When is a working capital loan applicable? All banks are going to have different standards and requirements, but net income will be much more important here than top line revenue. A good benchmark for the loan size is ~10% of net income, but it could be greater depending on the lender.

 

 – Pros: There is flexibility with a line of credit so you are only drawing funds on an as needed basis, and you are only paying interest while the funds are outstanding. While it is easier to get working capital lines from non-bank lenders, there will almost always be higher closing fees and interest rates.

 – Cons: Banks will typically be much more conservative with their lending standards, so for a startup, a bank will typically like to see 2-3 years at a minimum of consistent cash flow, and often will require a personal guarantee on the line of credit. Working capital lines can also fall short of your capital needs if you are looking for debt for long term accelerated growth.

 – Dilution: 0%

 

 – My takeaway: If you can get it, take it. Brad does a great job summarizing the tradeoffs of securing capital from a non-bank vs. traditional bank lender. IMO, this variety in options ultimately creates a win/win for the startup ecosystem. As lenders can optimize economics based on specific company niches and verticals, founders reap the rewards instead of a one size fits all capital product.

 

Venture Debt: 

“Venture Debt is non-dilutive financing that companies can take on outside of raising equity. It gives you the ability to top off additional capital without being dilutive in order to extend runway, or can be an insurance policy when you don’t really need the capital.”

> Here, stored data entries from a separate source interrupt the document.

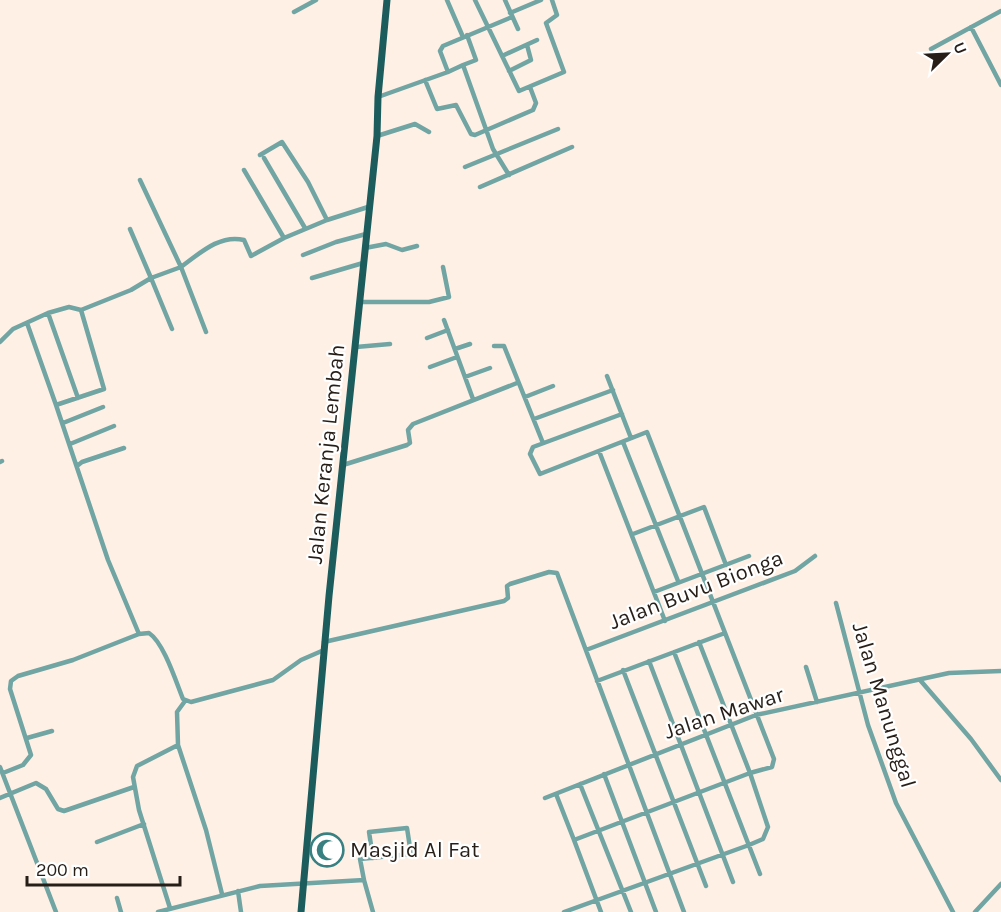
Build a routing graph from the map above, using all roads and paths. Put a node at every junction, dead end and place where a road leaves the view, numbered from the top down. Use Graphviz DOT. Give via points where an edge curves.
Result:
graph roads {
  1 [pos="316,0"];
  2 [pos="387,0"];
  3 [pos="447,0"];
  4 [pos="475,0"];
  5 [pos="505,0"];
  6 [pos="541,0"];
  7 [pos="552,0"];
  8 [pos="1001,11"];
  9 [pos="294,12"];
  10 [pos="511,15"];
  11 [pos="487,27"];
  12 [pos="971,27"];
  13 [pos="518,29"];
  14 [pos="465,36"];
  15 [pos="537,40"];
  16 [pos="526,45"];
  17 [pos="931,49"];
  18 [pos="502,56"];
  19 [pos="464,65"];
  20 [pos="509,71"];
  21 [pos="447,72"];
  22 [pos="425,80"];
  23 [pos="1001,85"];
  24 [pos="530,87"];
  25 [pos="378,97"];
  26 [pos="558,129"];
  27 [pos="488,131"];
  28 [pos="429,132"];
  29 [pos="377,136"];
  30 [pos="572,147"];
  31 [pos="496,153"];
  32 [pos="465,167"];
  33 [pos="244,170"];
  34 [pos="508,175"];
  35 [pos="140,180"];
  36 [pos="480,186"];
  37 [pos="368,207"];
  38 [pos="327,220"];
  39 [pos="305,228"];
  40 [pos="130,229"];
  41 [pos="366,234"];
  42 [pos="284,238"];
  43 [pos="417,246"];
  44 [pos="365,248"];
  45 [pos="303,255"];
  46 [pos="363,263"];
  47 [pos="181,267"];
  48 [pos="443,267"];
  49 [pos="151,278"];
  50 [pos="312,278"];
  51 [pos="360,303"];
  52 [pos="81,310"];
  53 [pos="48,313"];
  54 [pos="444,320"];
  55 [pos="27,323"];
  56 [pos="172,329"];
  57 [pos="448,330"];
  58 [pos="206,332"];
  59 [pos="427,338"];
  60 [pos="0,342"];
  61 [pos="390,344"];
  62 [pos="470,344"];
  63 [pos="494,346"];
  64 [pos="356,347"];
  65 [pos="455,349"];
  66 [pos="457,357"];
  67 [pos="430,367"];
  68 [pos="490,368"];
  69 [pos="608,376"];
  70 [pos="465,377"];
  71 [pos="517,383"];
  72 [pos="553,386"];
  73 [pos="613,390"];
  74 [pos="525,397"];
  75 [pos="78,398"];
  76 [pos="473,399"];
  77 [pos="56,405"];
  78 [pos="103,407"];
  79 [pos="622,414"];
  80 [pos="534,419"];
  81 [pos="63,423"];
  82 [pos="114,426"];
  83 [pos="631,438"];
  84 [pos="623,442"];
  85 [pos="543,443"];
  86 [pos="70,444"];
  87 [pos="124,448"];
  88 [pos="599,451"];
  89 [pos="343,465"];
  90 [pos="77,466"];
  91 [pos="681,516"];
  92 [pos="655,526"];
  93 [pos="633,534"];
  94 [pos="749,556"];
  95 [pos="815,556"];
  96 [pos="726,564"];
  97 [pos="702,573"];
  98 [pos="678,581"];
  99 [pos="654,592"];
  100 [pos="713,602"];
  101 [pos="836,603"];
  102 [pos="665,621"];
  103 [pos="725,633"];
  104 [pos="139,634"];
  105 [pos="699,642"];
  106 [pos="324,646"];
  107 [pos="586,650"];
  108 [pos="674,651"];
  109 [pos="649,661"];
  110 [pos="807,667"];
  111 [pos="623,670"];
  112 [pos="1001,671"];
  113 [pos="597,681"];
  114 [pos="920,681"];
  115 [pos="860,692"];
  116 [pos="185,700"];
  117 [pos="817,702"];
  118 [pos="756,715"];
  119 [pos="731,724"];
  120 [pos="52,731"];
  121 [pos="707,734"];
  122 [pos="27,738"];
  123 [pos="681,744"];
  124 [pos="178,745"];
  125 [pos="655,753"];
  126 [pos="628,764"];
  127 [pos="0,767"];
  128 [pos="3,773"];
  129 [pos="750,773"];
  130 [pos="604,774"];
  131 [pos="1001,780"];
  132 [pos="725,783"];
  133 [pos="580,784"];
  134 [pos="134,787"];
  135 [pos="700,792"];
  136 [pos="10,794"];
  137 [pos="556,794"];
  138 [pos="0,798"];
  139 [pos="545,798"];
  140 [pos="674,802"];
  141 [pos="646,813"];
  142 [pos="623,822"];
  143 [pos="144,824"];
  144 [pos="599,830"];
  145 [pos="574,840"];
  146 [pos="97,842"];
  147 [pos="749,845"];
  148 [pos="724,854"];
  149 [pos="373,858"];
  150 [pos="698,863"];
  151 [pos="670,872"];
  152 [pos="760,874"];
  153 [pos="364,880"];
  154 [pos="644,882"];
  155 [pos="733,882"];
  156 [pos="303,884"];
  157 [pos="1001,884"];
  158 [pos="706,886"];
  159 [pos="622,890"];
  160 [pos="238,891"];
  161 [pos="222,894"];
  162 [pos="117,898"];
  163 [pos="597,900"];
  164 [pos="170,908"];
  165 [pos="56,912"];
  166 [pos="121,912"];
  167 [pos="158,912"];
  168 [pos="242,912"];
  169 [pos="301,912"];
  170 [pos="373,912"];
  171 [pos="564,912"];
  172 [pos="601,912"];
  173 [pos="631,912"];
  174 [pos="656,912"];
  175 [pos="684,912"];
  176 [pos="953,912"];
  177 [pos="975,912"];
  1 -- 9 [label="street"];
  2 -- 25 [label="main road, Jalan Keranja Lembah"];
  3 -- 14 [label="street"];
  4 -- 11 [label="street"];
  5 -- 10 [label="street"];
  6 -- 10 [label="street"];
  7 -- 24 [label="street" via="557,15 546,23 564,72"];
  8 -- 12 [label="street"];
  10 -- 11 [label="street"];
  10 -- 13 [label="street"];
  11 -- 14 [label="street"];
  11 -- 18 [label="street"];
  12 -- 17 [label="street"];
  12 -- 23 [label="street"];
  14 -- 19 [label="street" via="476,60"];
  14 -- 21 [label="street" via="441,47"];
  15 -- 16 [label="street"];
  16 -- 18 [label="street"];
  16 -- 20 [label="street" via="531,60"];
  18 -- 20 [label="street"];
  19 -- 21 [label="street"];
  19 -- 27 [label="street"];
  20 -- 24 [label="street" via="517,91"];
  21 -- 22 [label="street"];
  22 -- 25 [label="street"];
  22 -- 27 [label="street" via="437,109 455,104 471,134"];
  24 -- 27 [label="street" via="536,103 534,109"];
  25 -- 29 [label="main road, Jalan Keranja Lembah"];
  26 -- 31 [label="street"];
  27 -- 31 [label="street"];
  28 -- 29 [label="street" via="419,124"];
  29 -- 37 [label="main road, Jalan Keranja Lembah"];
  30 -- 34 [label="street"];
  31 -- 32 [label="street"];
  31 -- 34 [label="street"];
  33 -- 42 [label="street"];
  34 -- 36 [label="street"];
  35 -- 47 [label="street"];
  37 -- 38 [label="street"];
  37 -- 41 [label="main road, Jalan Keranja Lembah"];
  38 -- 39 [label="street"];
  38 -- 39 [label="street" via="282,142 262,157"];
  39 -- 42 [label="street"];
  40 -- 49 [label="street"];
  41 -- 44 [label="main road, Jalan Keranja Lembah"];
  41 -- 45 [label="street"];
  42 -- 47 [label="street" via="252,256 244,240 232,237"];
  43 -- 44 [label="street" via="402,250 386,244"];
  44 -- 46 [label="main road, Jalan Keranja Lembah"];
  46 -- 50 [label="street"];
  46 -- 51 [label="main road, Jalan Keranja Lembah"];
  47 -- 49 [label="street"];
  47 -- 58 [label="street"];
  48 -- 51 [label="street" via="449,297 429,302"];
  49 -- 52 [label="street"];
  49 -- 56 [label="street"];
  51 -- 64 [label="main road, Jalan Keranja Lembah"];
  52 -- 53 [label="street" via="69,307"];
  52 -- 75 [label="street" via="104,389"];
  53 -- 55 [label="street"];
  53 -- 75 [label="street"];
  54 -- 57 [label="street"];
  55 -- 60 [label="street"];
  55 -- 77 [label="street"];
  57 -- 59 [label="street"];
  57 -- 65 [label="street"];
  61 -- 64 [label="street"];
  62 -- 65 [label="street"];
  63 -- 71 [label="street" via="504,346"];
  64 -- 89 [label="main road, Jalan Keranja Lembah"];
  65 -- 66 [label="street"];
  66 -- 67 [label="street"];
  66 -- 70 [label="street"];
  68 -- 70 [label="street"];
  69 -- 73 [label="street"];
  70 -- 76 [label="street"];
  71 -- 74 [label="street"];
  71 -- 76 [label="street"];
  72 -- 74 [label="street"];
  73 -- 79 [label="street"];
  73 -- 80 [label="street"];
  74 -- 80 [label="street"];
  75 -- 77 [label="street"];
  76 -- 89 [label="street" via="413,424 408,430 409,445"];
  77 -- 81 [label="street"];
  78 -- 81 [label="street"];
  79 -- 83 [label="street"];
  79 -- 85 [label="street"];
  80 -- 85 [label="street"];
  81 -- 86 [label="street"];
  82 -- 86 [label="street"];
  83 -- 84 [label="street"];
  83 -- 91 [label="street" via="647,432"];
  84 -- 88 [label="street"];
  84 -- 92 [label="street"];
  85 -- 88 [label="street" via="530,451 540,474"];
  86 -- 90 [label="street"];
  87 -- 90 [label="street"];
  88 -- 93 [label="street"];
  89 -- 106 [label="main road, Jalan Keranja Lembah"];
  90 -- 104 [label="street" via="108,560"];
  91 -- 92 [label="street"];
  91 -- 96 [label="street" via="704,507"];
  91 -- 97 [label="street"];
  92 -- 93 [label="street"];
  92 -- 98 [label="street"];
  93 -- 99 [label="street"];
  94 -- 96 [label="street"];
  95 -- 100 [label="street, Jalan Buvu Bionga" via="795,571"];
  96 -- 97 [label="street"];
  97 -- 98 [label="street"];
  97 -- 100 [label="street"];
  98 -- 99 [label="street"];
  99 -- 102 [label="street"];
  100 -- 102 [label="street, Jalan Buvu Bionga"];
  100 -- 103 [label="street"];
  101 -- 115 [label="street, Jalan Manunggal"];
  102 -- 107 [label="street, Jalan Buvu Bionga"];
  103 -- 105 [label="street"];
  103 -- 118 [label="street"];
  104 -- 116 [label="street" via="154,637"];
  104 -- 122 [label="street" via="13,678 10,689"];
  105 -- 108 [label="street"];
  105 -- 119 [label="street"];
  106 -- 107 [label="street" via="504,601 510,584 553,572 559,576"];
  106 -- 116 [label="street" via="273,680"];
  106 -- 156 [label="main road, Jalan Keranja Lembah"];
  107 -- 113 [label="street"];
  108 -- 109 [label="street"];
  108 -- 121 [label="street"];
  109 -- 111 [label="street"];
  109 -- 123 [label="street"];
  110 -- 117 [label="street"];
  111 -- 113 [label="street"];
  111 -- 125 [label="street"];
  112 -- 114 [label="street, Jalan Mawar" via="949,673"];
  113 -- 126 [label="street"];
  114 -- 115 [label="street, Jalan Mawar"];
  114 -- 131 [label="street"];
  115 -- 117 [label="street, Jalan Mawar"];
  115 -- 176 [label="street, Jalan Manunggal" via="896,804"];
  116 -- 124 [label="street" via="177,712"];
  117 -- 118 [label="street, Jalan Mawar"];
  118 -- 119 [label="street, Jalan Mawar"];
  118 -- 129 [label="street" via="774,764"];
  119 -- 121 [label="street, Jalan Mawar"];
  119 -- 129 [label="street"];
  120 -- 122 [label="street"];
  121 -- 123 [label="street, Jalan Mawar"];
  121 -- 132 [label="street"];
  122 -- 128 [label="street" via="31,758"];
  123 -- 125 [label="street, Jalan Mawar"];
  123 -- 135 [label="street"];
  124 -- 134 [label="street" via="138,766"];
  124 -- 161 [label="street"];
  125 -- 126 [label="street, Jalan Mawar"];
  125 -- 140 [label="street"];
  126 -- 130 [label="street, Jalan Mawar"];
  126 -- 141 [label="street"];
  127 -- 128 [label="street"];
  128 -- 136 [label="street"];
  129 -- 132 [label="street"];
  129 -- 147 [label="street" via="768,827 763,838"];
  130 -- 133 [label="street, Jalan Mawar"];
  130 -- 142 [label="street"];
  132 -- 135 [label="street"];
  132 -- 147 [label="street"];
  133 -- 137 [label="street, Jalan Mawar"];
  133 -- 144 [label="street"];
  134 -- 136 [label="street" via="61,811 46,789 36,783"];
  134 -- 143 [label="street"];
  135 -- 140 [label="street"];
  135 -- 148 [label="street"];
  136 -- 138 [label="street"];
  136 -- 165 [label="street"];
  137 -- 139 [label="street, Jalan Mawar"];
  137 -- 145 [label="street"];
  140 -- 141 [label="street"];
  140 -- 150 [label="street"];
  141 -- 142 [label="street"];
  141 -- 151 [label="street"];
  142 -- 144 [label="street"];
  142 -- 154 [label="street"];
  143 -- 146 [label="street"];
  143 -- 164 [label="street"];
  144 -- 145 [label="street"];
  144 -- 159 [label="street"];
  145 -- 163 [label="street"];
  147 -- 148 [label="street"];
  147 -- 152 [label="street"];
  148 -- 150 [label="street"];
  148 -- 155 [label="street"];
  149 -- 149 [label="street" via="411,854 407,828 369,832"];
  149 -- 153 [label="street" via="360,859"];
  150 -- 151 [label="street"];
  150 -- 158 [label="street"];
  151 -- 154 [label="street"];
  151 -- 175 [label="street"];
  153 -- 156 [label="street"];
  153 -- 170 [label="street"];
  154 -- 159 [label="street"];
  154 -- 174 [label="street"];
  156 -- 160 [label="street"];
  156 -- 169 [label="main road, Jalan Keranja Lembah"];
  157 -- 177 [label="street"];
  159 -- 163 [label="street"];
  159 -- 173 [label="street"];
  160 -- 161 [label="street"];
  160 -- 168 [label="street"];
  161 -- 164 [label="street"];
  162 -- 166 [label="street"];
  163 -- 171 [label="street"];
  163 -- 172 [label="street"];
  164 -- 167 [label="street"];
}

-Ruslan Sergeyev SVP, Venture Lending PacWest

We also interviewed Ruslan last year about when and why founders should optimally take on Venture Debt.

 

 – Pros: Lots of variations available, not one size fits all

 – Cons: Typically only offered on top of an equity round. Later stage. Minor dilution. More financial covenants depending on terms.

 – Dilution: <5%

 

 – My takeaway: The big takeaway that Ruslan consistently stressed was timing– the best time to consider Venture Debt is probably when you don’t need it. This is a principle that gets lost in the shuffle of the busy everyday life that comes with running a company. Just think about how many companies this year wish they had taken that extra capital insurance policy. Similar to my thoughts on PO Financing– I highly recommend reaching out to several firms in the market to familiarize yourself with the landscape. Some of the main players in this space include PacWest, SVB, and Signature Bank among others.

 

In summary, hindsight is 2020. The year is also 2020, and if there’s one thing I’ve learned, it’s to plan for the unexpected. Given the tremendous amount of uncertainty in the days, months, and year ahead, it is your job as a founder to be well versed in all the capital options available to you.